> PROVIDED RECORDS

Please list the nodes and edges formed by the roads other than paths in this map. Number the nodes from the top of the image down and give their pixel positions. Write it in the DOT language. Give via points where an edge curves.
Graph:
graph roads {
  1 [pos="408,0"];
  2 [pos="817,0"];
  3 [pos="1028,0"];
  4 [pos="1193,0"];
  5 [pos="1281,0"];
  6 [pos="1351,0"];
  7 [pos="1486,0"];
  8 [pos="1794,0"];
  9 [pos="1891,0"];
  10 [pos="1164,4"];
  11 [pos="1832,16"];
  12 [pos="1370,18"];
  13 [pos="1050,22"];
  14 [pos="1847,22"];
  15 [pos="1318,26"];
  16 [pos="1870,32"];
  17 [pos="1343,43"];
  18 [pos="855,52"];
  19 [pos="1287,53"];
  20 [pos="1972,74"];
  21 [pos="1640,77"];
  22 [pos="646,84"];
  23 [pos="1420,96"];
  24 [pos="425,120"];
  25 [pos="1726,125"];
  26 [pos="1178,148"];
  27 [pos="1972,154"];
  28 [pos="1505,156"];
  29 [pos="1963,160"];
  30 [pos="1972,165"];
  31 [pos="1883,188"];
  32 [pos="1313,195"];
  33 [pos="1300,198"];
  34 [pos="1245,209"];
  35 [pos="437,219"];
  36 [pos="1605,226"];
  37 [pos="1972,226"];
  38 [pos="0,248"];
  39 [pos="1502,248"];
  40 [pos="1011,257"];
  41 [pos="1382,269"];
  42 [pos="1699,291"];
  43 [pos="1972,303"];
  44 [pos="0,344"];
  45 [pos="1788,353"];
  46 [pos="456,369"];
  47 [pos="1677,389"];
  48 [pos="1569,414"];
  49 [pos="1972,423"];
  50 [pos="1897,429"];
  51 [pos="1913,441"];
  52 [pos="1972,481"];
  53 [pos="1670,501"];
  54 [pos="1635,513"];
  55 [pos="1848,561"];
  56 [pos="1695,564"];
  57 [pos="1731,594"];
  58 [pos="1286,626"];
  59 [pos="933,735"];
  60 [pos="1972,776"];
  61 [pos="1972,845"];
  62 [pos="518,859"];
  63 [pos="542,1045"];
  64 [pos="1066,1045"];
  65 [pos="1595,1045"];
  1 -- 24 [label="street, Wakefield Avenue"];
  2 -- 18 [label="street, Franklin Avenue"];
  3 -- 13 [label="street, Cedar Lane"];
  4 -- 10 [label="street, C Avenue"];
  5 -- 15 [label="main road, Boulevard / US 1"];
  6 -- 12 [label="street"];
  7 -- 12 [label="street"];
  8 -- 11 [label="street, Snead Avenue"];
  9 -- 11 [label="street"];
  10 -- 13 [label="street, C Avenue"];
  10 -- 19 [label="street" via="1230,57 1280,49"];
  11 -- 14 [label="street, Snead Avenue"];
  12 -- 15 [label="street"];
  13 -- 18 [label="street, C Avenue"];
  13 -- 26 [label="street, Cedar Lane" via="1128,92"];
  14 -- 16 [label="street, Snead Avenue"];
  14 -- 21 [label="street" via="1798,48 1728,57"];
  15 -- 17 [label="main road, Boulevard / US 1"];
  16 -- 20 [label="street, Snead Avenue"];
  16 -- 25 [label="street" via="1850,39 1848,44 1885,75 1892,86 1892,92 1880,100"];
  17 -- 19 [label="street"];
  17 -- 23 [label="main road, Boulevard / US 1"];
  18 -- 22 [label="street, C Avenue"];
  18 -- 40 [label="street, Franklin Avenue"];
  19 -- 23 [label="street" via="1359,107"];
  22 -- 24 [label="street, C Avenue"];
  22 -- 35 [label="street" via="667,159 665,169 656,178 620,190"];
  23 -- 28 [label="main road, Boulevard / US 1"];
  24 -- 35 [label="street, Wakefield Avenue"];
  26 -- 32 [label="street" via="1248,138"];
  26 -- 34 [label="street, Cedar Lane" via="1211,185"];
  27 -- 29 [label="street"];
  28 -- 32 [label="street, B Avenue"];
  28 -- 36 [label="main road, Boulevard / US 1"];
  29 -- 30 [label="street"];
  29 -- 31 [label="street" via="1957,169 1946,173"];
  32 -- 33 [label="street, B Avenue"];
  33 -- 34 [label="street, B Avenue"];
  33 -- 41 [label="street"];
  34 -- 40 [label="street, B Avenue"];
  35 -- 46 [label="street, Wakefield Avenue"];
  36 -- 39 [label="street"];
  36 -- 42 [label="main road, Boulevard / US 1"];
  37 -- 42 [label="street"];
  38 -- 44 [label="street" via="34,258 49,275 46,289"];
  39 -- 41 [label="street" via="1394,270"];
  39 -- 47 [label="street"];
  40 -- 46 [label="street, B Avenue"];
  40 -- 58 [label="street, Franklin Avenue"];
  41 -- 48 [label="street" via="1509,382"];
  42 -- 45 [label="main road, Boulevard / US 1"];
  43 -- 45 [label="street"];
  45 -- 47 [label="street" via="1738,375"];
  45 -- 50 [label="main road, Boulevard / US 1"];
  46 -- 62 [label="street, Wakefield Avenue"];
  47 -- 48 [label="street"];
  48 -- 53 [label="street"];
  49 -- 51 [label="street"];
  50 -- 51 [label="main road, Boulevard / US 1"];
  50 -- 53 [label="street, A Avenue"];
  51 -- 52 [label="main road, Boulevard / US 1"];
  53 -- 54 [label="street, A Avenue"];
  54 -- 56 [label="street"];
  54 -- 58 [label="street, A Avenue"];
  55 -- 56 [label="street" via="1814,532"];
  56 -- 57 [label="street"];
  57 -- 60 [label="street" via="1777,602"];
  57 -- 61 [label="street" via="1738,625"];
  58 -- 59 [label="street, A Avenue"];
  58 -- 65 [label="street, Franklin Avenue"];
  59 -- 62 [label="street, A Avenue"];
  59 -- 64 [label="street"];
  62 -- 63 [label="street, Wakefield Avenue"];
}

> ABOUT THIS EXERCISE
Display every line of the listing that contains the string "Lane".

> REPLY TO THE TASK
  3 -- 13 [label="street, Cedar Lane"];
  13 -- 26 [label="street, Cedar Lane" via="1128,92"];
  26 -- 34 [label="street, Cedar Lane" via="1211,185"];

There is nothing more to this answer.